- Data -

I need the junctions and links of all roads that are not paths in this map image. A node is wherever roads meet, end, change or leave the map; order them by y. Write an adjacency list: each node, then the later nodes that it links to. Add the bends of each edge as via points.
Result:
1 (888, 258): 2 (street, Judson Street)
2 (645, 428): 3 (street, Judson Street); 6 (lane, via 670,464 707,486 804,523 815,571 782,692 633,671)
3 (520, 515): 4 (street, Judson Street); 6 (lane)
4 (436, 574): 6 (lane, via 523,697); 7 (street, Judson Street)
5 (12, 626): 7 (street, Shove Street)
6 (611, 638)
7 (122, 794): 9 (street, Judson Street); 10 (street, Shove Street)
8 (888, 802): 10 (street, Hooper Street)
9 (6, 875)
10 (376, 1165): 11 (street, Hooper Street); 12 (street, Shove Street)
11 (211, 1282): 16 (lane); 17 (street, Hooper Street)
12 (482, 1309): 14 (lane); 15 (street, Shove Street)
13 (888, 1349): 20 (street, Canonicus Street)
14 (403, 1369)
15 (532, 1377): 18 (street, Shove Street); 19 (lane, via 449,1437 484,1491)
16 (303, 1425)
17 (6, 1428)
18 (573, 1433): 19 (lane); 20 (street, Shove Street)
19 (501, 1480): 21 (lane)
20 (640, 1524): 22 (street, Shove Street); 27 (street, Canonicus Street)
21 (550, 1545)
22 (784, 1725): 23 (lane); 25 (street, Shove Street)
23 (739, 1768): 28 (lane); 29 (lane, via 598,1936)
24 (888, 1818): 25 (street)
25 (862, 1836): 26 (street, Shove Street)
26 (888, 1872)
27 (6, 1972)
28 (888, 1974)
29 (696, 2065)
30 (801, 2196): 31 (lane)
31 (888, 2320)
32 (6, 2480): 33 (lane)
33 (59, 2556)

--

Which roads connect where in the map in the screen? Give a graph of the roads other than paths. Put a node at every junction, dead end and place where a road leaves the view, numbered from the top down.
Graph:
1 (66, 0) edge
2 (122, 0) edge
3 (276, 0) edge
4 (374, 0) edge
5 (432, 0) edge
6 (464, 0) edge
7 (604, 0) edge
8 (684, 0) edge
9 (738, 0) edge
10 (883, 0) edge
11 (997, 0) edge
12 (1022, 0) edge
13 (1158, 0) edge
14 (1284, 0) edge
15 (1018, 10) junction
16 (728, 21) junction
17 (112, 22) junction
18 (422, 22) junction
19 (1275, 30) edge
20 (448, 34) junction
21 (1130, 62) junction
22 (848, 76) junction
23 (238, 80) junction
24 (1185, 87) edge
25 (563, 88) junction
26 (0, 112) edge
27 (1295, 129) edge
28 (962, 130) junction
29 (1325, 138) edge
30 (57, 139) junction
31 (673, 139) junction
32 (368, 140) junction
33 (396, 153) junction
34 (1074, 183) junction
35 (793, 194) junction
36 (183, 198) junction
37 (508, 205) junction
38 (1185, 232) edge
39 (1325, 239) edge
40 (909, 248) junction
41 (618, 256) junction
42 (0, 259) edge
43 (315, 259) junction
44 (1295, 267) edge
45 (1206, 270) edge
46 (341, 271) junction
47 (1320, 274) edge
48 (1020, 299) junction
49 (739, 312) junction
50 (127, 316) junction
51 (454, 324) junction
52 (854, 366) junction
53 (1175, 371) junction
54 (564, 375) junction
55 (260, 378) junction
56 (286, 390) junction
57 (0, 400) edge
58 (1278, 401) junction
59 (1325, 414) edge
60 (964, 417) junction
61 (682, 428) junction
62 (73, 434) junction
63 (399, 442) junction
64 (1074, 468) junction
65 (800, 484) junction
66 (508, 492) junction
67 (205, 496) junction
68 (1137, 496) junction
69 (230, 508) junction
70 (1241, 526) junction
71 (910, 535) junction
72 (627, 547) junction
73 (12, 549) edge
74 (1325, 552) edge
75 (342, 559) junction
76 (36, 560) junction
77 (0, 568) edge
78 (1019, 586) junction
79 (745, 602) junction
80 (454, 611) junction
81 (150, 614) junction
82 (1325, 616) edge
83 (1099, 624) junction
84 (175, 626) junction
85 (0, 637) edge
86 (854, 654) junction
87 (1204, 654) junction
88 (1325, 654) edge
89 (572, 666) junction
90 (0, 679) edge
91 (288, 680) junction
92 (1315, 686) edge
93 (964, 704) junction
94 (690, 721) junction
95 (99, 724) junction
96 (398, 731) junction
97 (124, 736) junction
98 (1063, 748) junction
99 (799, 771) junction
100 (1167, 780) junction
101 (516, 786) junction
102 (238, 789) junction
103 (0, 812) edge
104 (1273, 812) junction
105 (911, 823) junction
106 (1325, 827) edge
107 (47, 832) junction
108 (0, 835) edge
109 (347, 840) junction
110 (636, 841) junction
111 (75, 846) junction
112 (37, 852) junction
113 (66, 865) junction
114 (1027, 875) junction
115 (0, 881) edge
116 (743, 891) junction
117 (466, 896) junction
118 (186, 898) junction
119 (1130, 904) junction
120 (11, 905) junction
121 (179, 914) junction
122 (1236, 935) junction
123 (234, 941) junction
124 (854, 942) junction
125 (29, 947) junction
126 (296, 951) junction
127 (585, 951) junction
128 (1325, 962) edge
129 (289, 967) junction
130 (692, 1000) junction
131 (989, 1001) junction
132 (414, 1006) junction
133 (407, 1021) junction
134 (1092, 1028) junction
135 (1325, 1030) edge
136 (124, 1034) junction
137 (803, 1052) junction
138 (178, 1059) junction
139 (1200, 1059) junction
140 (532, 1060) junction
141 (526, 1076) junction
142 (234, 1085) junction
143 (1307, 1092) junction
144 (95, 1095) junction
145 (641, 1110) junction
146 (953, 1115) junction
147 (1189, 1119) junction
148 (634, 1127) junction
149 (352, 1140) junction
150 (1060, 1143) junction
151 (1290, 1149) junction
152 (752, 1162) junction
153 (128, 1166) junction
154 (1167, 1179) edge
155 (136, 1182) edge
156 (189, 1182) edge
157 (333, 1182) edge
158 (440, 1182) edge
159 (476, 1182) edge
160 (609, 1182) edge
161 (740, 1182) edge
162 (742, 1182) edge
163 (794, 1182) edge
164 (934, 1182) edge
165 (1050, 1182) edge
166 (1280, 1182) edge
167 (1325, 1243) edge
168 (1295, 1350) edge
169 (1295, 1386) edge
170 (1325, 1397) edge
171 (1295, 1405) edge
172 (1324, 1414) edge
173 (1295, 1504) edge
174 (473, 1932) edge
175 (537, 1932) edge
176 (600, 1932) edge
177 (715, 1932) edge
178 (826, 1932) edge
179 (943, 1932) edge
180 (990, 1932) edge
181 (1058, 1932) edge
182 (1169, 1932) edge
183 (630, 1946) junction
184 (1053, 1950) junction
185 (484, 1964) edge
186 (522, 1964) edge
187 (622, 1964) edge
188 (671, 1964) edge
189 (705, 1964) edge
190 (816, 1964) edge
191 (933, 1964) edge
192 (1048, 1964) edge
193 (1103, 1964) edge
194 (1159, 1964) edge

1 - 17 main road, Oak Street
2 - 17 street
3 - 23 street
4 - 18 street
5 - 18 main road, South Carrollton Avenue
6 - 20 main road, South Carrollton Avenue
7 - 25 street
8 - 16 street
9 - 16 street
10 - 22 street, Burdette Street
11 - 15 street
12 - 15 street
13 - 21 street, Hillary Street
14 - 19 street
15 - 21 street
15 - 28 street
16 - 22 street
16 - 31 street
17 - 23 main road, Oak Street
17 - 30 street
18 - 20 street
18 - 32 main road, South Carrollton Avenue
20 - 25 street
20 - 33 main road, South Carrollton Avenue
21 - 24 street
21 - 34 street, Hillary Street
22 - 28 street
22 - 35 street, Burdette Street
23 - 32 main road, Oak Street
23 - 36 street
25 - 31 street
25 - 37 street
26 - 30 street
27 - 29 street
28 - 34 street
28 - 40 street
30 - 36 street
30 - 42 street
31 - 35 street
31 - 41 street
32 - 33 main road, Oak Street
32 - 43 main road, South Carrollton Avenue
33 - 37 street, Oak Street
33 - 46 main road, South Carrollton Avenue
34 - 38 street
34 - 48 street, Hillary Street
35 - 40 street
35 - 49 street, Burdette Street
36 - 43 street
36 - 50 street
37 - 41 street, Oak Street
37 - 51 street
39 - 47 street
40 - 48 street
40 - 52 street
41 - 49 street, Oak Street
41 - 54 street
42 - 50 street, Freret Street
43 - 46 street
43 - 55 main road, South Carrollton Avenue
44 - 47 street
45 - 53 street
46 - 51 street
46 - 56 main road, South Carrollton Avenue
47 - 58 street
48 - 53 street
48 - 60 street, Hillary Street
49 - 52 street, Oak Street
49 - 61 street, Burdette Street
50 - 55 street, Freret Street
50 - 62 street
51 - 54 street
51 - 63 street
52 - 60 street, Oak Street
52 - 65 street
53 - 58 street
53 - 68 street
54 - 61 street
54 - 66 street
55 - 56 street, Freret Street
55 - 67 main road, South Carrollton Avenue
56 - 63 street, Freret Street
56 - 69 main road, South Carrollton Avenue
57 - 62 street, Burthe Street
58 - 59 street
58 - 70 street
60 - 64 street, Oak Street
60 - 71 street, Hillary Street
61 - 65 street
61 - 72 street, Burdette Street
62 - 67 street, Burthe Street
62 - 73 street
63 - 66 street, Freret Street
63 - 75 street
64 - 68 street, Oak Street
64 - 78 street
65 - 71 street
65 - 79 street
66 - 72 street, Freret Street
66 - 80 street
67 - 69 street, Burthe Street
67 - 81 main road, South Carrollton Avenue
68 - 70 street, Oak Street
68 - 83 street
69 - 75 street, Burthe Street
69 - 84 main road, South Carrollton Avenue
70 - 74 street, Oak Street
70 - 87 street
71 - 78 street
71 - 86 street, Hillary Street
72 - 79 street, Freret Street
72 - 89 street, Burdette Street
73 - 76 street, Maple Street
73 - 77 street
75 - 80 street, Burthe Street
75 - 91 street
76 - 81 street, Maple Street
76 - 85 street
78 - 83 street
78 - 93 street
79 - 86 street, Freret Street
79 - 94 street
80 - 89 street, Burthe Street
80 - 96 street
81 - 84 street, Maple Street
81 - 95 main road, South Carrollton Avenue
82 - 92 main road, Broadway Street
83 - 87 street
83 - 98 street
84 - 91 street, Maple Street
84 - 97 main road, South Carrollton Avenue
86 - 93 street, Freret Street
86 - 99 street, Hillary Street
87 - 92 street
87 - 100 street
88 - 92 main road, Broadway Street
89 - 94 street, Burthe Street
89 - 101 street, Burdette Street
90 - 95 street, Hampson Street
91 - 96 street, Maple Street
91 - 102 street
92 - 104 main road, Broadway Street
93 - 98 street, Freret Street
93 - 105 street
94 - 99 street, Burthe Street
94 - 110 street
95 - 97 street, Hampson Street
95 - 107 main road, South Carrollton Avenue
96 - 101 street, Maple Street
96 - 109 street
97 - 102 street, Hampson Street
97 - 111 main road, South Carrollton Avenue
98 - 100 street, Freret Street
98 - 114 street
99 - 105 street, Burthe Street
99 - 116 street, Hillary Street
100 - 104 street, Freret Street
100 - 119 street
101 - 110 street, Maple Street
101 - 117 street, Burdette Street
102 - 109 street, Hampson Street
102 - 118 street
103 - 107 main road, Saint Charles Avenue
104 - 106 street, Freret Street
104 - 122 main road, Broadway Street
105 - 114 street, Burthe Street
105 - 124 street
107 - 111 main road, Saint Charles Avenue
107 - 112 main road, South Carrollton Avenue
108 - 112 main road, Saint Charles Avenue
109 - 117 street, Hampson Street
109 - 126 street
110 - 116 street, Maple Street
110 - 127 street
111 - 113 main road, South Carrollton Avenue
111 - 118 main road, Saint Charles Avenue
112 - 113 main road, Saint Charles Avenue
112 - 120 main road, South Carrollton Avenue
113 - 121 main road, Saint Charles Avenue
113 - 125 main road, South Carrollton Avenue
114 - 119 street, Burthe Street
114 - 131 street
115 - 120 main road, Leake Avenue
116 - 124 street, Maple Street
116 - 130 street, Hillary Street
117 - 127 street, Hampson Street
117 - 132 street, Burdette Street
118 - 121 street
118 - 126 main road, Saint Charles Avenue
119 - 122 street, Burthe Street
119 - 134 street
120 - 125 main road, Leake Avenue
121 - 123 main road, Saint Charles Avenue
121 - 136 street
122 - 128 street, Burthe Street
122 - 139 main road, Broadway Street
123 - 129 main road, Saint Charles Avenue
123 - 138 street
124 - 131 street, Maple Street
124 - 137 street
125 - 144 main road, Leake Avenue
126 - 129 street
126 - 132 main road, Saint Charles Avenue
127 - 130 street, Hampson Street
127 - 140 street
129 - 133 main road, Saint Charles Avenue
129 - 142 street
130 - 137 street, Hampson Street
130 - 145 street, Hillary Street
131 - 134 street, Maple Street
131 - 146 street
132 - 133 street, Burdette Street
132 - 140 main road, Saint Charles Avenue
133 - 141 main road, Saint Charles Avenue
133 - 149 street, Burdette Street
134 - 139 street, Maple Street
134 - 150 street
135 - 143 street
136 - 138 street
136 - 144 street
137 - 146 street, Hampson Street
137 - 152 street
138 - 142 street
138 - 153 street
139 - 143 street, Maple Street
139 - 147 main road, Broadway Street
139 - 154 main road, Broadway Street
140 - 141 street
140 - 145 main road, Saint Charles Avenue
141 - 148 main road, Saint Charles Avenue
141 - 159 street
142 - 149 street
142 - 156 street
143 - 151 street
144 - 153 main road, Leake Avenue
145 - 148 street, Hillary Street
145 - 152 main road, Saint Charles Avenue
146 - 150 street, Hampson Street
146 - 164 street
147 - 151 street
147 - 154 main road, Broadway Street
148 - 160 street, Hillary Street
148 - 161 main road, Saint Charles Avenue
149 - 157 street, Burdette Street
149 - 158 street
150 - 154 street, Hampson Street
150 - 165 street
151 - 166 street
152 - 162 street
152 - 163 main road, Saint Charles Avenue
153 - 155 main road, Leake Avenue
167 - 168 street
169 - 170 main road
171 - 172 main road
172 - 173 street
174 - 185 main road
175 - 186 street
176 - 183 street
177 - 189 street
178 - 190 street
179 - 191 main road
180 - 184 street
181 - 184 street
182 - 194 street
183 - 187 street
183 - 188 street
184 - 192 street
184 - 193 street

...

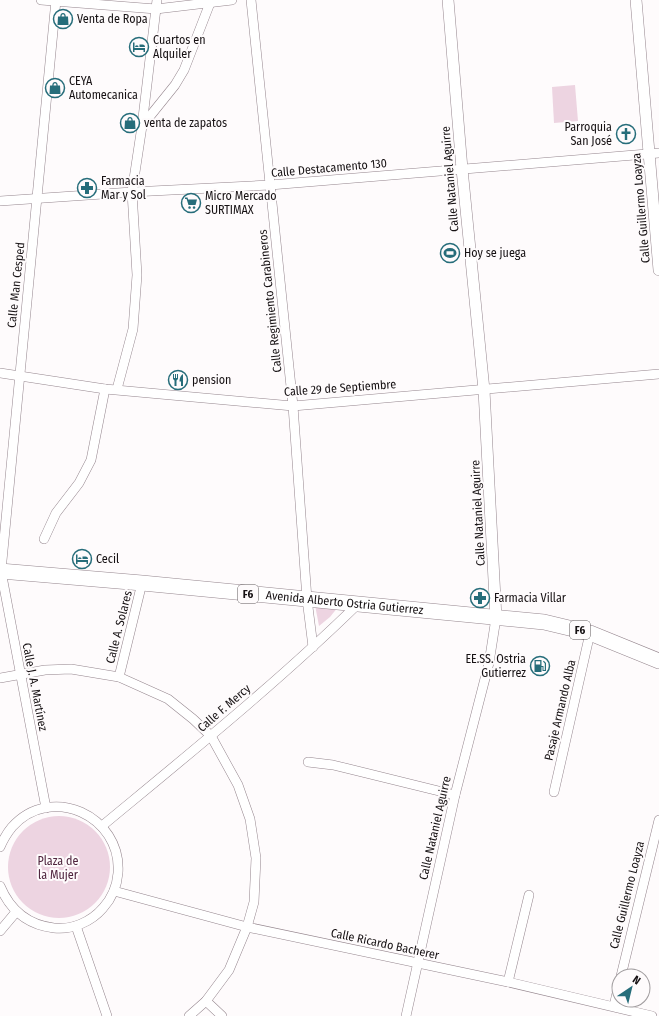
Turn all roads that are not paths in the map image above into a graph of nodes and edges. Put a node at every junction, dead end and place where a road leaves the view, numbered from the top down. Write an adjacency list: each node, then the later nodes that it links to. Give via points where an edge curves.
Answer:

- Problem -
Count the lines of the material above that contain "nodes"; your reply is that number and no more.

- Expected output -
2